DPDK patches and discussions
 help / color / mirror / Atom feed
From: Morten Brørup <mb@smartsharesystems.com>
To: "Bruce Richardson" <bruce.richardson@intel.com>,
	"Dharmik Thakkar" <dharmik.thakkar@arm.com>,
	<honnappa.nagarahalli@arm.com>
Cc: <dev@dpdk.org>, <nd@arm.com>, <ruifeng.wang@arm.com>
Subject: RE: [PATCH 0/1] mempool: implement index-based per core cache
Date: Sat, 8 Jan 2022 10:37:10 +0100
Message-ID: <98CBD80474FA8B44BF855DF32C47DC35D86DEF@smartserver.smartshare.dk> (raw)
In-Reply-To: <YdhFKhWtpzKS6g7l@bricha3-MOBL.ger.corp.intel.com>

> From: Bruce Richardson [mailto:bruce.richardson@intel.com]
> Sent: Friday, 7 January 2022 14.51
> 
> On Fri, Jan 07, 2022 at 12:29:23PM +0100, Morten Brørup wrote:
> > > From: Bruce Richardson [mailto:bruce.richardson@intel.com]
> > > Sent: Friday, 7 January 2022 12.16
> > >
> > > On Sat, Dec 25, 2021 at 01:16:03AM +0100, Morten Brørup wrote:
> > > > > From: Dharmik Thakkar [mailto:dharmik.thakkar@arm.com] Sent:
> > > Friday, 24
> > > > > December 2021 23.59
> > > > >
> > > > > Current mempool per core cache implementation stores pointers
> to
> > > mbufs
> > > > > On 64b architectures, each pointer consumes 8B This patch
> replaces
> > > it
> > > > > with index-based implementation, where in each buffer is
> addressed
> > > by
> > > > > (pool base address + index) It reduces the amount of
> memory/cache
> > > > > required for per core cache
> > > > >
> > > > > L3Fwd performance testing reveals minor improvements in the
> cache
> > > > > performance (L1 and L2 misses reduced by 0.60%) with no change
> in
> > > > > throughput
> > > > >
> > > > > Micro-benchmarking the patch using mempool_perf_test shows
> > > significant
> > > > > improvement with majority of the test cases
> > > > >
> > > >
> > > > I still think this is very interesting.
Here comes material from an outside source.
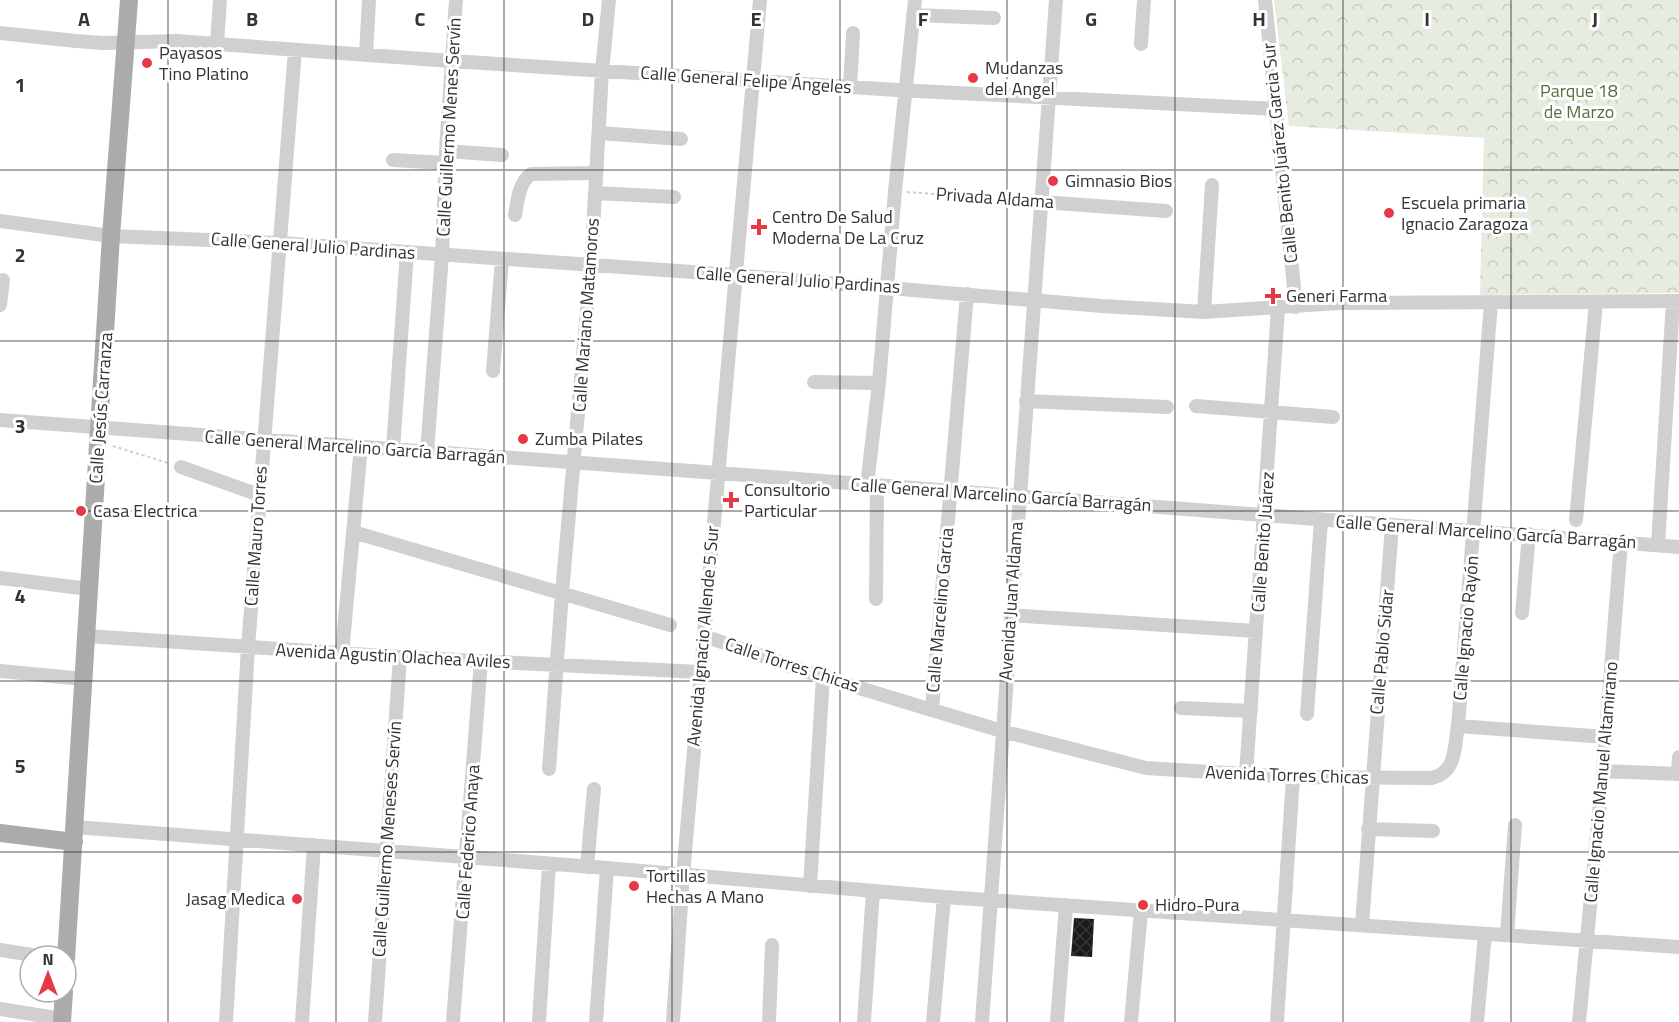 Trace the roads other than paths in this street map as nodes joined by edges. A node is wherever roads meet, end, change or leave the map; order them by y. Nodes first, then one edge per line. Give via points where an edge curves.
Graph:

And your performance
> numbers
> > > are
> > > > looking good.
> > > >
> > > > However, it limits the size of a mempool to 4 GB. As previously
> > > > discussed, the max mempool size can be increased by multiplying
> the
> > > index
> > > > with a constant.
> > > >
> > > > I would suggest using sizeof(uintptr_t) as the constant
> multiplier,
> > > so
> > > > the mempool can hold objects of any size divisible by
> > > sizeof(uintptr_t).
> > > > And it would be silly to use a mempool to hold objects smaller
> than
> > > > sizeof(uintptr_t).
> > > >
> > > > How does the performance look if you multiply the index by
> > > > sizeof(uintptr_t)?
> > > >
> > >
> > > Each mempool entry is cache aligned, so we can use that if we want
> a
> > > bigger
> > > multiplier.
> >
> > Thanks for chiming in, Bruce.
> >
> > Please also read this discussion about the multiplier:
> > http://inbox.dpdk.org/dev/CALBAE1PrQYyOG96f6ECeW1vPF3TOh1h7MZZULiY95z9xjbRuyA@mail.gmail.com/
> >
> 
> I actually wondered after I had sent the email whether we had indeed an
> option to disable the cache alignment or not! Thanks for pointing out
> that
> we do. This brings a couple additional thoughts:
> 
> * Using indexes for the cache should probably be a runtime flag rather
> than
>   a build-time one.
> * It would seem reasonable to me to disallow use of the indexed-cache
> flag
>   and the non-cache aligned flag simultaneously.
> * On the offchance that that restriction is unacceptable, then we can
>   make things a little more complicated by doing a runtime computation
> of
>   the "index-shiftwidth" to use.
> 
> Overall, I think defaulting to cacheline shiftwidth and disallowing
> index-based addressing when using unaligned buffers is simplest and
> easiest
> unless we can come up with a valid usecase for needing more than that.
> 
> /Bruce

This feature is a performance optimization.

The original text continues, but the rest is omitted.